Find the word "pixels" in the data below and copy each line that holds it.

# [Extracted data]
☆ ☆ ☆ ☆
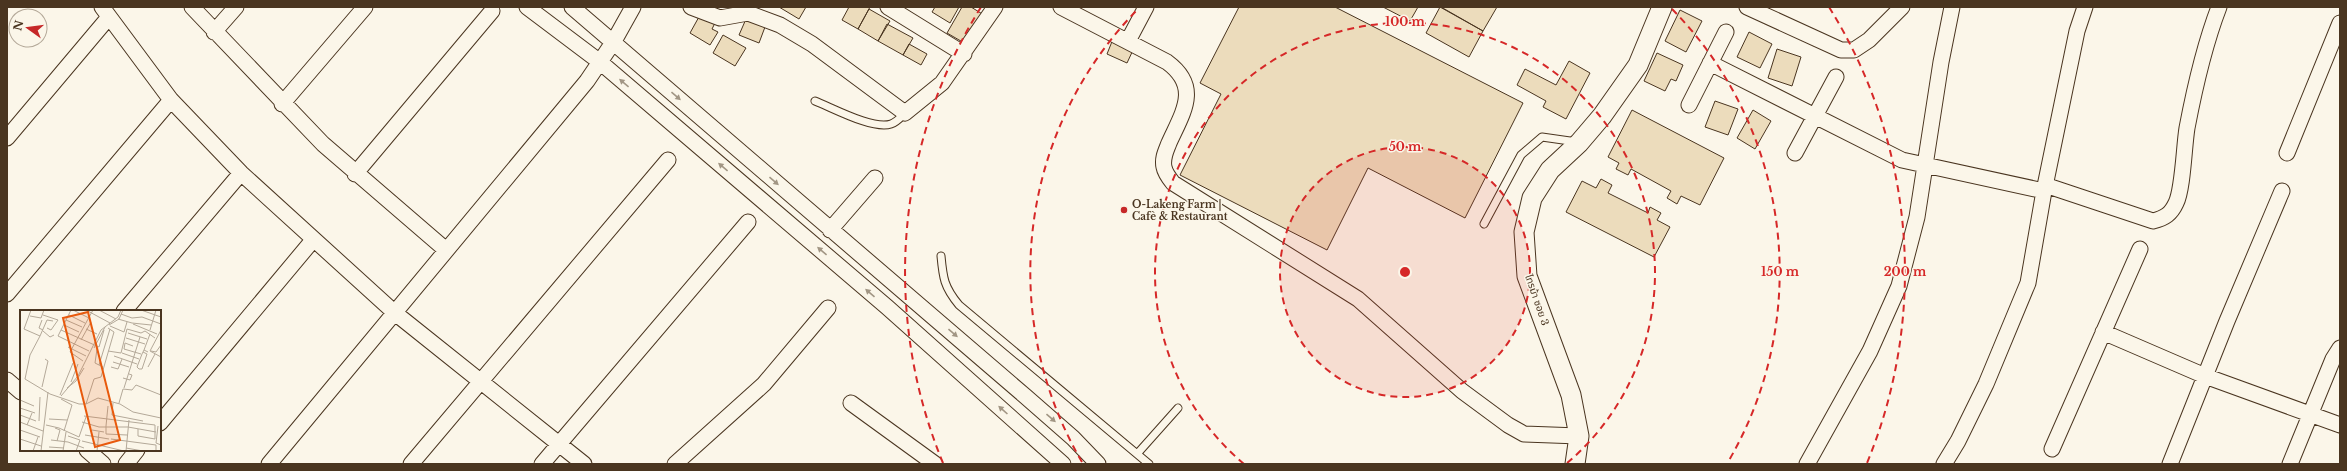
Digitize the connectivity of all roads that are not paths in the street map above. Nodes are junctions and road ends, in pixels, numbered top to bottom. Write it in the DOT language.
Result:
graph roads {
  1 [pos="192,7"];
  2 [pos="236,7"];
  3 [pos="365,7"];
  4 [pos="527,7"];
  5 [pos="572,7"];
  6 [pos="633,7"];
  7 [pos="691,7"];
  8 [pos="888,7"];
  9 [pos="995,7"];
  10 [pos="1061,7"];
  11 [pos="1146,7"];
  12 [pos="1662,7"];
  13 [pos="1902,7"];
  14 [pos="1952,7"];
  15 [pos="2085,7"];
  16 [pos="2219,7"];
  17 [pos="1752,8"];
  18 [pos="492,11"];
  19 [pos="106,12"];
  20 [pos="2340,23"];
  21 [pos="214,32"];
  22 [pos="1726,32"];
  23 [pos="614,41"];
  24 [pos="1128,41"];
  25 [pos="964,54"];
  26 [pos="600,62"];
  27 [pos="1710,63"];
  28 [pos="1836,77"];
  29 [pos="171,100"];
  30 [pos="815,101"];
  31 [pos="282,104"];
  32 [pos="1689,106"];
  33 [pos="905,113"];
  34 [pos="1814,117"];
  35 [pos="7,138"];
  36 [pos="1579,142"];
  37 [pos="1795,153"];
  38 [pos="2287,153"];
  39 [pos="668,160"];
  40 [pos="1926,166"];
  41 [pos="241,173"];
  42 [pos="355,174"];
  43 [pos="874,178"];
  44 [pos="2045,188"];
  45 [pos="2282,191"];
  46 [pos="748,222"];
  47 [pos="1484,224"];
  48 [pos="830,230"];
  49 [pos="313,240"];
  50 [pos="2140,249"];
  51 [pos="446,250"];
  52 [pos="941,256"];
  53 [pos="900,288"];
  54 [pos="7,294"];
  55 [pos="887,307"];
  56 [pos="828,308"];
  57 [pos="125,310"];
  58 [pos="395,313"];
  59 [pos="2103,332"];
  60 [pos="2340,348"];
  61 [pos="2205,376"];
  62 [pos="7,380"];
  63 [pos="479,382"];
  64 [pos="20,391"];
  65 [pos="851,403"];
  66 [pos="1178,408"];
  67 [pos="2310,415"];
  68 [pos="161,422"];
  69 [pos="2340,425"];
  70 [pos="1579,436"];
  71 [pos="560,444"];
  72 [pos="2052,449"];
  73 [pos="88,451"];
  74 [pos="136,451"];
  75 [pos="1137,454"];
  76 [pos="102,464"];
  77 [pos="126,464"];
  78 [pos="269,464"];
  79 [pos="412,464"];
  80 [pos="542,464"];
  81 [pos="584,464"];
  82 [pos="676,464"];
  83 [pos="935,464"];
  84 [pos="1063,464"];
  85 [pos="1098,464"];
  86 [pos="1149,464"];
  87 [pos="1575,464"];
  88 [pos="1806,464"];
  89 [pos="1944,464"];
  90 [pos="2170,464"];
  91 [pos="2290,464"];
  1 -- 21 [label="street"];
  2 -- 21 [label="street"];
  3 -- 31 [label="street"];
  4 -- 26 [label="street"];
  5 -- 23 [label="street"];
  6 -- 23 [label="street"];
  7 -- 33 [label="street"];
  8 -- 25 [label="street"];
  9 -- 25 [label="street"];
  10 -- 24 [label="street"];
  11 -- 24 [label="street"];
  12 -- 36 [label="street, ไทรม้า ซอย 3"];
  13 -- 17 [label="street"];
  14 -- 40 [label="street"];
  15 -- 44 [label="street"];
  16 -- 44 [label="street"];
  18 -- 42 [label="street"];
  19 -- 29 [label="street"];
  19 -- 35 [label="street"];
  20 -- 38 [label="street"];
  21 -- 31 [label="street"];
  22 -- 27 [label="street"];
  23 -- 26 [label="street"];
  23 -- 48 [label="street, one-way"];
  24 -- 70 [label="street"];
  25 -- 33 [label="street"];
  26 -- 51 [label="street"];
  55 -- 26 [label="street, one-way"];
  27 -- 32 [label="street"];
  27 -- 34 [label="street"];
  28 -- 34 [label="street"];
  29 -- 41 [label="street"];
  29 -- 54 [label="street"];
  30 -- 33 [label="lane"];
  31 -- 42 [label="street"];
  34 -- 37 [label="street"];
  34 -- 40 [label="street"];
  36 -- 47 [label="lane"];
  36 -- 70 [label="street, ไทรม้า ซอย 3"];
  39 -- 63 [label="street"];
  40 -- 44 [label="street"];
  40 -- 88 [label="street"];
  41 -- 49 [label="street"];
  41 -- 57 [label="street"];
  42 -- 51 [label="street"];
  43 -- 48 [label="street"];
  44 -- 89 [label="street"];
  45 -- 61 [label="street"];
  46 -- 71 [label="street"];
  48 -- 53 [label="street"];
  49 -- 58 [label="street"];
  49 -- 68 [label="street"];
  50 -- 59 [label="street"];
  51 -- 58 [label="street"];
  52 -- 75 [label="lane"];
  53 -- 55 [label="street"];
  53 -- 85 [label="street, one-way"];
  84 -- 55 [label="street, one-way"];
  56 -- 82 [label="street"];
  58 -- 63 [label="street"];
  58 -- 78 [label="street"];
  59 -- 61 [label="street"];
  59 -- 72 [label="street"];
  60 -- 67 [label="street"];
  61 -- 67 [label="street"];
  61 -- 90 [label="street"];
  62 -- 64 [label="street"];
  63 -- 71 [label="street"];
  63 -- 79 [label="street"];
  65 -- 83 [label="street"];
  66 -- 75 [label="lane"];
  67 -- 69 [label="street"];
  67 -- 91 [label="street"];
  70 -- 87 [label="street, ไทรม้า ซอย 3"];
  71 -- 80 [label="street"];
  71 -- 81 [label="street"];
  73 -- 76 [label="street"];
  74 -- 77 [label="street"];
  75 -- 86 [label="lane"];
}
☆ ☆ ☆ ☆
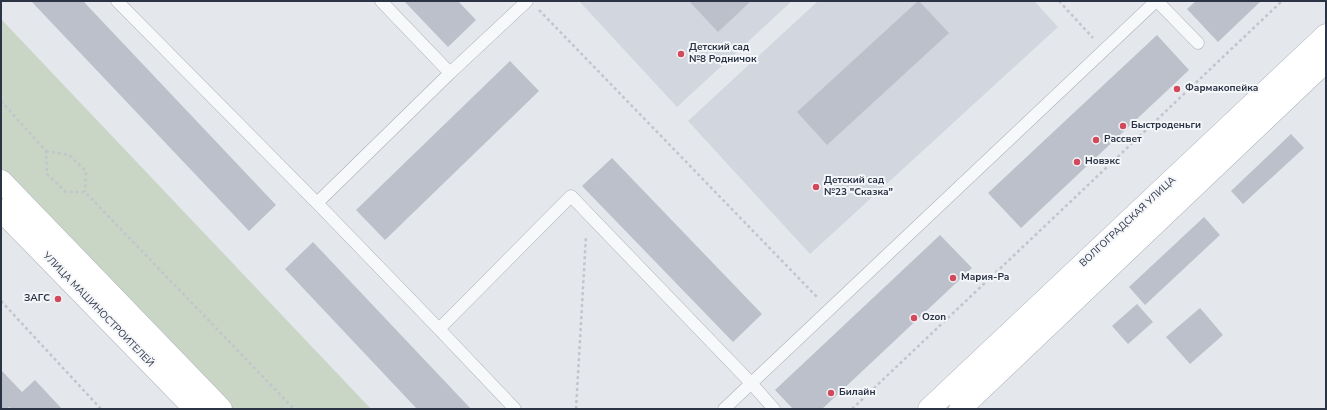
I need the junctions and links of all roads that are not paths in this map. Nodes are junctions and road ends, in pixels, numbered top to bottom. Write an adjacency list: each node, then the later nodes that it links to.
☆ ☆ ☆ ☆
# [Response]
Digitize the connectivity of all roads that are not paths in the street map above. Nodes are junctions and road ends, in pixels, numbered top to bottom. Write it in the DOT language.
I need the junctions and links of all roads that are not paths in this map. Nodes are junctions and road ends, in pixels, numbered top to bottom. Write an adjacency list: each node, then the later nodes that it links to.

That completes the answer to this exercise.